--- Material to process Enclosed Below ---

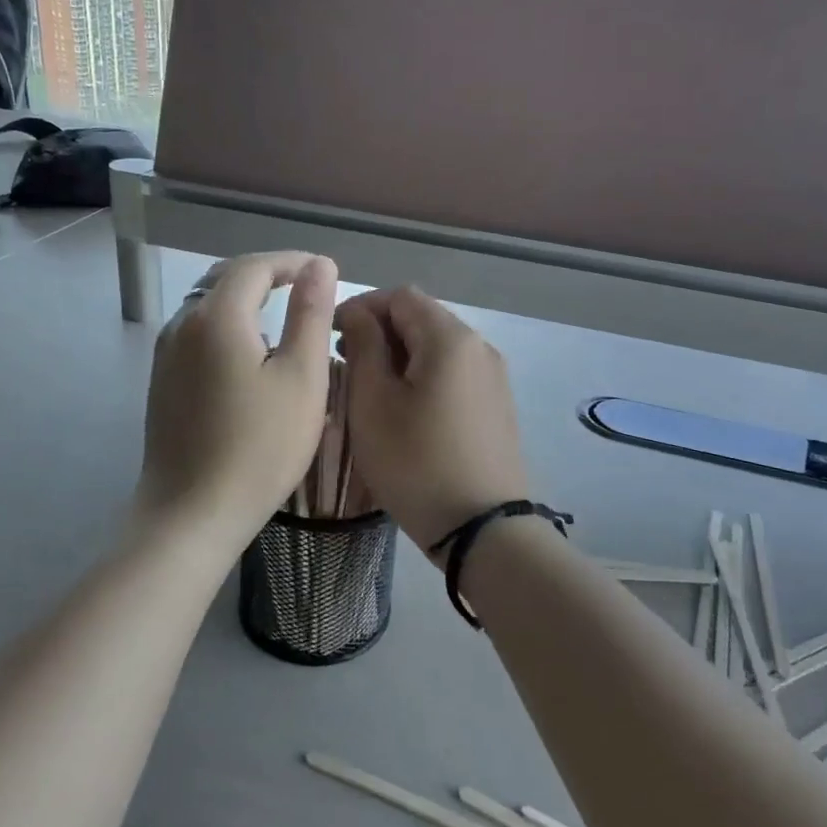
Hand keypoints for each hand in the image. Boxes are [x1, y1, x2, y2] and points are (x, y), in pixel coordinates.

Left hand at [135, 252, 339, 553]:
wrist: (192, 513)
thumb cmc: (260, 447)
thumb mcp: (301, 378)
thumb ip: (310, 314)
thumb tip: (319, 266)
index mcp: (216, 317)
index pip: (255, 266)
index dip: (292, 261)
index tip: (324, 272)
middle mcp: (182, 325)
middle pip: (225, 280)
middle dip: (267, 276)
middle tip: (305, 289)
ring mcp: (165, 355)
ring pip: (207, 308)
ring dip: (245, 302)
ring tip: (283, 320)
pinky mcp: (161, 383)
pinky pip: (197, 335)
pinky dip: (227, 328)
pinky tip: (248, 356)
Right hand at [335, 287, 530, 557]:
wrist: (482, 529)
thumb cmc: (416, 462)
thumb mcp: (374, 403)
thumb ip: (364, 347)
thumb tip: (359, 315)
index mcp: (450, 338)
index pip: (400, 296)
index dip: (361, 307)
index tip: (330, 335)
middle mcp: (479, 347)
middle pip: (422, 318)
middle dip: (380, 331)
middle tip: (344, 362)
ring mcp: (493, 377)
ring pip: (437, 347)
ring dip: (400, 355)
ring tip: (369, 388)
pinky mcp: (496, 406)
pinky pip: (453, 373)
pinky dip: (423, 376)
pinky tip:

--- End of Enclosed Material to process ---

## Task objective
Repeat the entries exactly. Any picture is to be left out.

## Solution to this task
Hand keypoints for each hand in the image. Boxes are [x1, y1, x2, y2] and points are (x, y), in pixel coordinates.

Left hand at [135, 252, 339, 553]:
wrist: (192, 513)
thumb cmc: (260, 447)
thumb mcp: (301, 378)
thumb ip: (310, 314)
thumb tip: (319, 266)
index mcp: (216, 317)
index pip: (255, 266)
index dip: (292, 261)
index tip: (324, 272)
middle mcp: (182, 325)
middle pip: (225, 280)
middle dip: (267, 276)
middle tip: (305, 289)
ring mcp: (165, 355)
ring pip: (207, 308)
ring dip: (245, 302)
ring tip: (283, 320)
pinky mcp: (161, 383)
pinky pip: (197, 335)
pinky dip: (227, 328)
pinky tip: (248, 356)
Right hand at [335, 287, 530, 557]:
wrist: (482, 529)
thumb cmc: (416, 462)
thumb mcp: (374, 403)
thumb ip: (364, 347)
thumb tip: (359, 315)
index mcp: (450, 338)
index pip: (400, 296)
index dip: (361, 307)
index tip: (330, 335)
middle mcp: (479, 347)
middle pip: (422, 318)
middle dip: (380, 331)
middle tip: (344, 362)
ring mcp: (493, 377)
ring pip: (437, 347)
ring dip: (400, 355)
ring tip: (369, 388)
pinky mcp: (496, 406)
pinky pip: (453, 373)
pinky dip: (423, 376)
pinky tip:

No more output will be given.